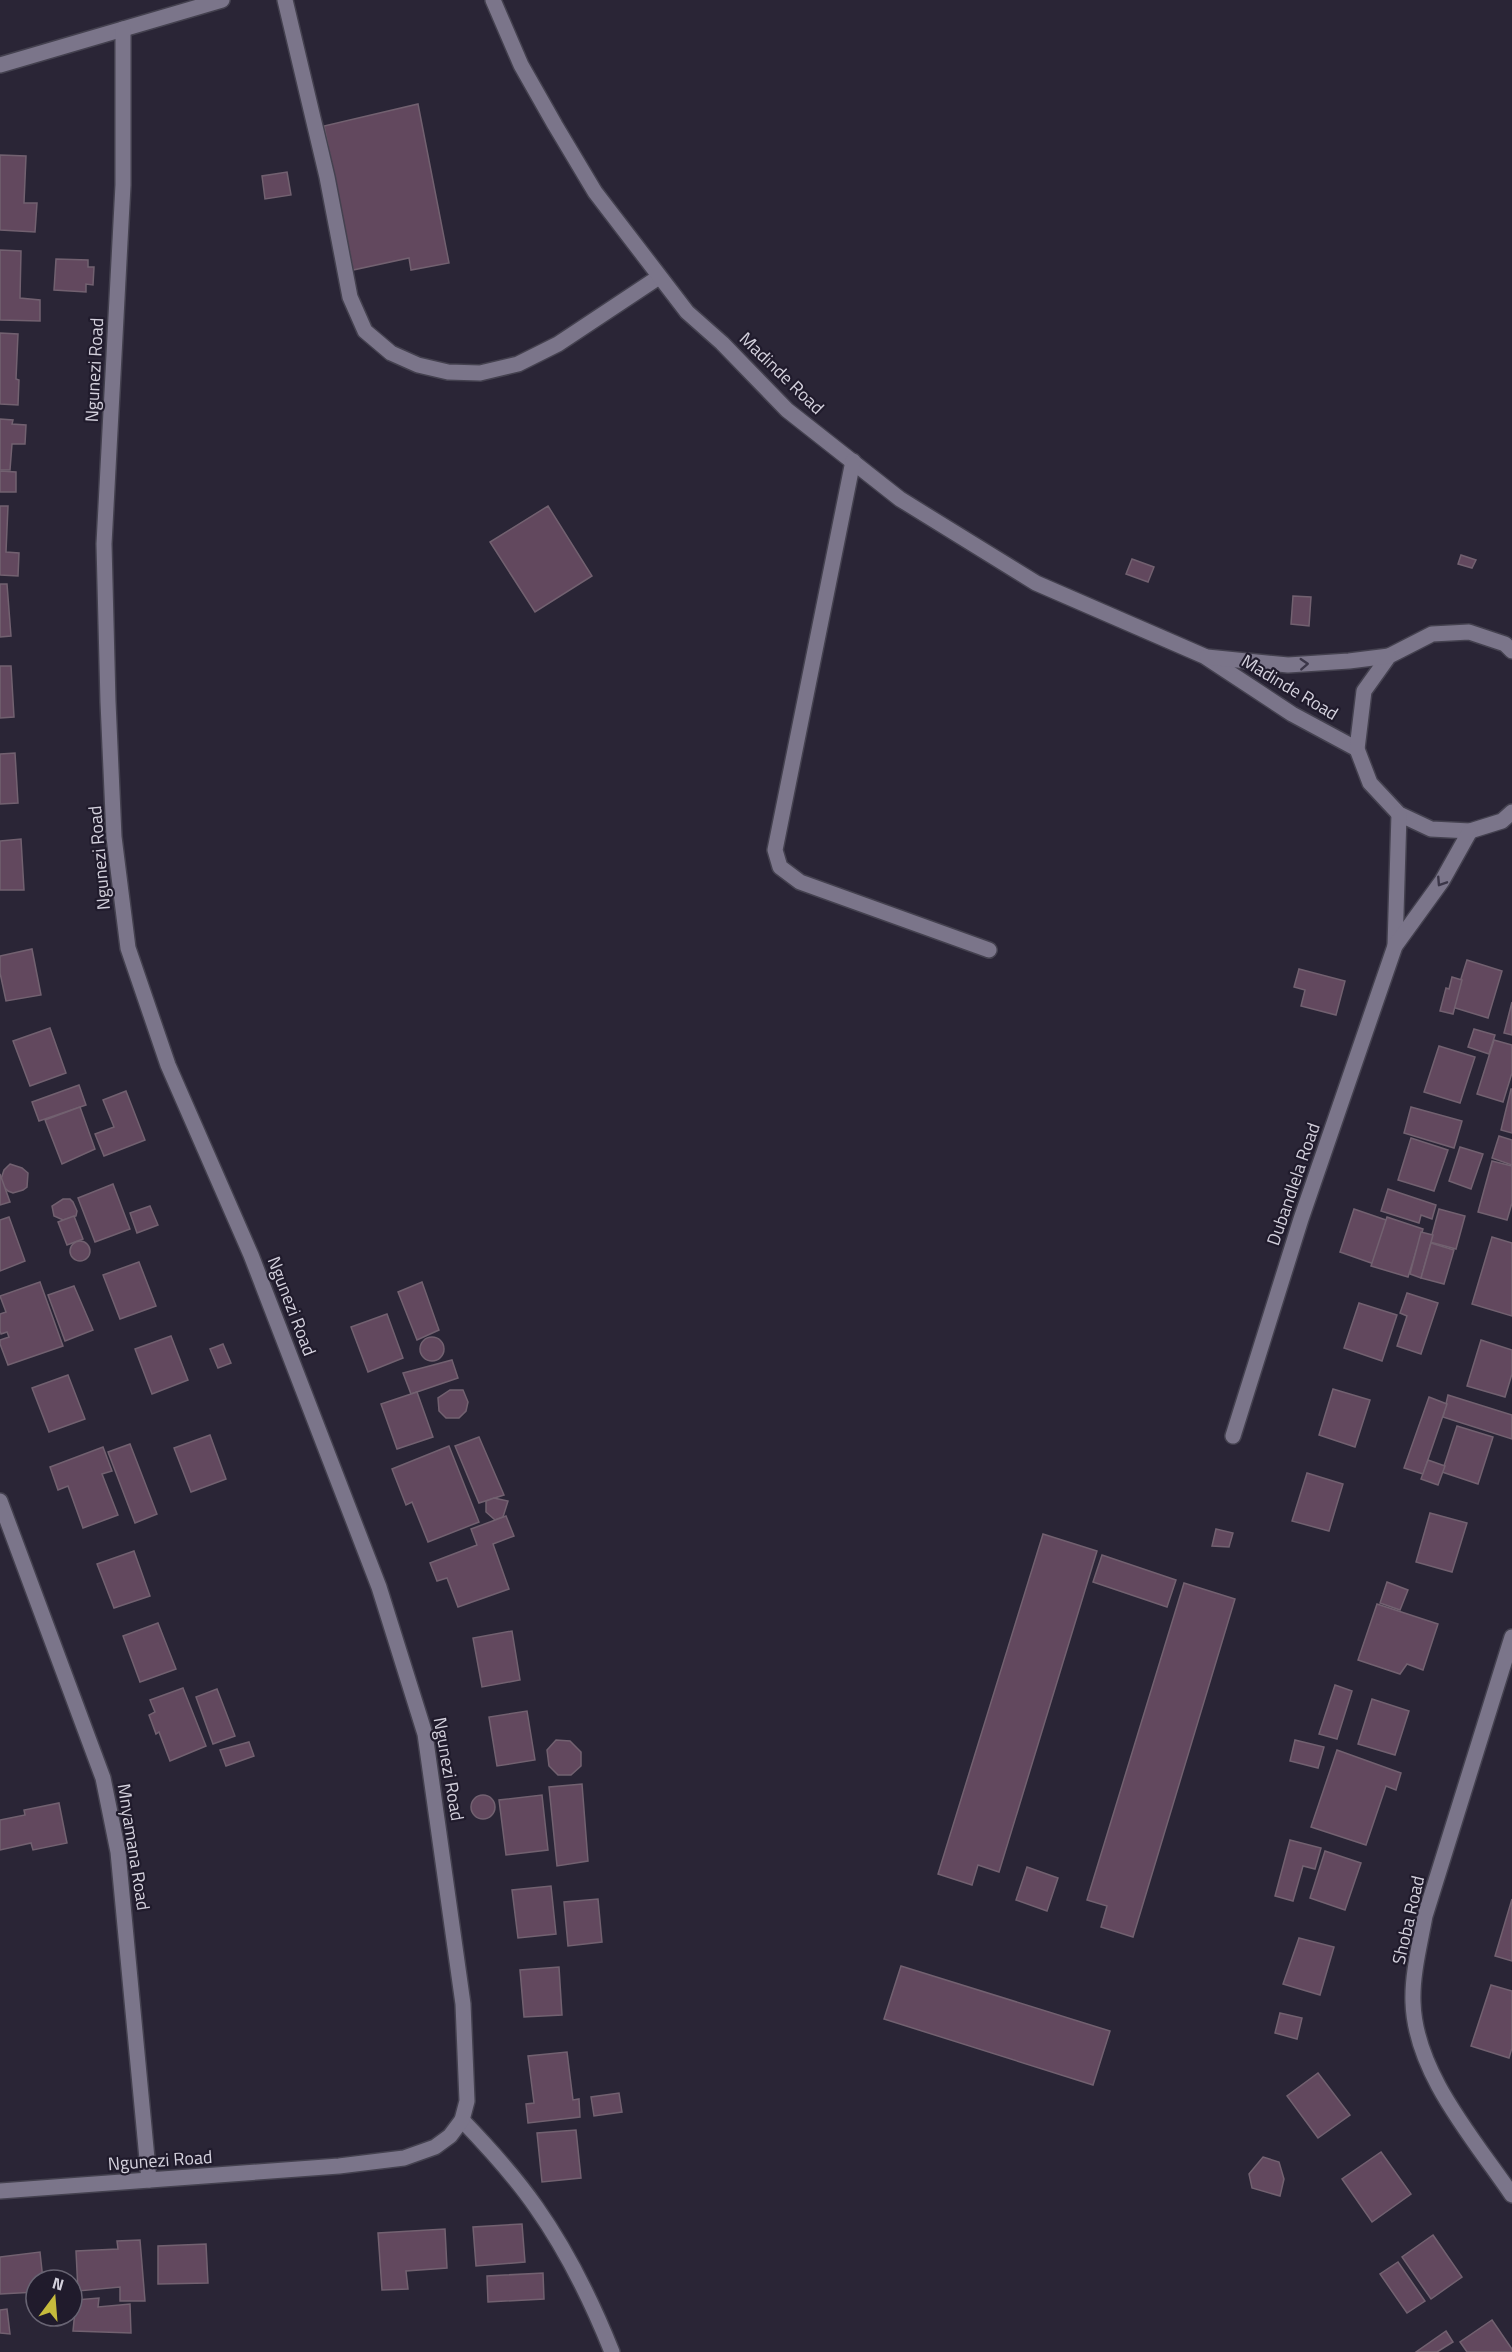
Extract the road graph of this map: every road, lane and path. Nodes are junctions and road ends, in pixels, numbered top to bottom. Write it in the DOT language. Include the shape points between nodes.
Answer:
graph roads {
  1 [pos="222,0"];
  2 [pos="285,0"];
  3 [pos="493,0"];
  4 [pos="123,29"];
  5 [pos="0,65"];
  6 [pos="659,277"];
  7 [pos="853,462"];
  8 [pos="1512,651"];
  9 [pos="1204,656"];
  10 [pos="1389,656"];
  11 [pos="1357,748"];
  12 [pos="1399,814"];
  13 [pos="1509,817"];
  14 [pos="1470,831"];
  15 [pos="1395,946"];
  16 [pos="989,950"];
  17 [pos="1233,1436"];
  18 [pos="0,1501"];
  19 [pos="1512,1637"];
  20 [pos="462,2120"];
  21 [pos="149,2180"];
  22 [pos="0,2191"];
  23 [pos="1512,2195"];
  24 [pos="612,2352"];
  1 -- 4 [label="street"];
  2 -- 6 [label="street" via="351,297 365,331 391,353 448,372 480,373 518,364 558,344"];
  3 -- 6 [label="street, Madinde Road" via="521,64 555,126 596,192"];
  4 -- 5 [label="street"];
  4 -- 20 [label="street, Ngunezi Road" via="123,185 104,544 114,837 128,948 168,1065 251,1255 375,1576 425,1734 463,2004 466,2101"];
  6 -- 7 [label="street, Madinde Road" via="687,312 787,410"];
  7 -- 9 [label="street, Madinde Road" via="900,499 1036,583"];
  7 -- 16 [label="street" via="775,850 780,867 800,882"];
  8 -- 10 [label="street" via="1505,644 1469,632 1432,634"];
  9 -- 10 [label="street, Madinde Road, one-way" via="1288,665"];
  9 -- 11 [label="street, Madinde Road" via="1292,714"];
  10 -- 11 [label="street" via="1364,691"];
  11 -- 12 [label="street" via="1370,783"];
  12 -- 14 [label="street" via="1431,829"];
  12 -- 15 [label="street, Dubandlela Road"];
  13 -- 14 [label="street"];
  14 -- 15 [label="street, Dubandlela Road, one-way" via="1442,881"];
  15 -- 17 [label="street, Dubandlela Road"];
  18 -- 21 [label="street, Mnyamana Road" via="103,1778 118,1852"];
  19 -- 23 [label="street, Shoba Road" via="1425,1916 1413,2002 1418,2038 1440,2089"];
  20 -- 21 [label="street, Ngunezi Road" via="435,2147 404,2158"];
  20 -- 24 [label="street" via="536,2206 566,2254"];
  21 -- 22 [label="street, Ngunezi Road"];
}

□ □ □ □ □

* YOUR OBJECTIVE
Only the pictures are to be left out; repeat everything else in the records above exactly.

* ANSWER SECTION
Extract the road graph of this map: every road, lane and path. Nodes are junctions and road ends, in pixels, numbered top to bottom. Write it in the DOT language. Include the shape points between nodes.
Answer:
graph roads {
  1 [pos="222,0"];
  2 [pos="285,0"];
  3 [pos="493,0"];
  4 [pos="123,29"];
  5 [pos="0,65"];
  6 [pos="659,277"];
  7 [pos="853,462"];
  8 [pos="1512,651"];
  9 [pos="1204,656"];
  10 [pos="1389,656"];
  11 [pos="1357,748"];
  12 [pos="1399,814"];
  13 [pos="1509,817"];
  14 [pos="1470,831"];
  15 [pos="1395,946"];
  16 [pos="989,950"];
  17 [pos="1233,1436"];
  18 [pos="0,1501"];
  19 [pos="1512,1637"];
  20 [pos="462,2120"];
  21 [pos="149,2180"];
  22 [pos="0,2191"];
  23 [pos="1512,2195"];
  24 [pos="612,2352"];
  1 -- 4 [label="street"];
  2 -- 6 [label="street" via="351,297 365,331 391,353 448,372 480,373 518,364 558,344"];
  3 -- 6 [label="street, Madinde Road" via="521,64 555,126 596,192"];
  4 -- 5 [label="street"];
  4 -- 20 [label="street, Ngunezi Road" via="123,185 104,544 114,837 128,948 168,1065 251,1255 375,1576 425,1734 463,2004 466,2101"];
  6 -- 7 [label="street, Madinde Road" via="687,312 787,410"];
  7 -- 9 [label="street, Madinde Road" via="900,499 1036,583"];
  7 -- 16 [label="street" via="775,850 780,867 800,882"];
  8 -- 10 [label="street" via="1505,644 1469,632 1432,634"];
  9 -- 10 [label="street, Madinde Road, one-way" via="1288,665"];
  9 -- 11 [label="street, Madinde Road" via="1292,714"];
  10 -- 11 [label="street" via="1364,691"];
  11 -- 12 [label="street" via="1370,783"];
  12 -- 14 [label="street" via="1431,829"];
  12 -- 15 [label="street, Dubandlela Road"];
  13 -- 14 [label="street"];
  14 -- 15 [label="street, Dubandlela Road, one-way" via="1442,881"];
  15 -- 17 [label="street, Dubandlela Road"];
  18 -- 21 [label="street, Mnyamana Road" via="103,1778 118,1852"];
  19 -- 23 [label="street, Shoba Road" via="1425,1916 1413,2002 1418,2038 1440,2089"];
  20 -- 21 [label="street, Ngunezi Road" via="435,2147 404,2158"];
  20 -- 24 [label="street" via="536,2206 566,2254"];
  21 -- 22 [label="street, Ngunezi Road"];
}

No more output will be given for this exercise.